- Opening Delimiter -

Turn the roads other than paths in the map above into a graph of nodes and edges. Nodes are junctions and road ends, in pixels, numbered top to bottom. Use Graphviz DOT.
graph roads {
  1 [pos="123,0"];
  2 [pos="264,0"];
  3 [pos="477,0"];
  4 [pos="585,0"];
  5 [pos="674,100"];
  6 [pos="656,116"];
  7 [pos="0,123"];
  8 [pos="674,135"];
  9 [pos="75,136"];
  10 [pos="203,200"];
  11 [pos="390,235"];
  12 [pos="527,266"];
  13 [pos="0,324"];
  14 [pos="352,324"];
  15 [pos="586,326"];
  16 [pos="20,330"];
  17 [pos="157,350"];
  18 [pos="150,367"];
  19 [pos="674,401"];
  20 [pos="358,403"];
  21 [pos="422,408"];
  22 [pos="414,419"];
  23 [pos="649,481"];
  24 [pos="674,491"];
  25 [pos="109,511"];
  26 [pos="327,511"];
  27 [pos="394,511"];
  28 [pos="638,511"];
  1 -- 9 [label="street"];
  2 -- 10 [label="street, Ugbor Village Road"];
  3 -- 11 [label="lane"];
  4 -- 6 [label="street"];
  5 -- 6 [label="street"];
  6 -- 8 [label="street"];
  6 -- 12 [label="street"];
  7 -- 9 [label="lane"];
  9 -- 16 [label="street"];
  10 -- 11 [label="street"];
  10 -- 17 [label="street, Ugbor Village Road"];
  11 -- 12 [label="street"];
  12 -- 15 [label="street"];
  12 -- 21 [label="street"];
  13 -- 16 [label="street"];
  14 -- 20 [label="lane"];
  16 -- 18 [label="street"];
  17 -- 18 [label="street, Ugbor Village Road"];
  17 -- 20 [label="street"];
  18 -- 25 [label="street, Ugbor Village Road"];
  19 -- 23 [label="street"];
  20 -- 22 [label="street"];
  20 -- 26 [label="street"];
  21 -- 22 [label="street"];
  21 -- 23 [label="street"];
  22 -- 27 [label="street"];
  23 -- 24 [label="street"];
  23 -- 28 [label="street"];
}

- Closing Delimiter -

* [Exercise instructions]:
Give only the count of lines in the listing that contain the string "Ugbor".

* [Task output]:
4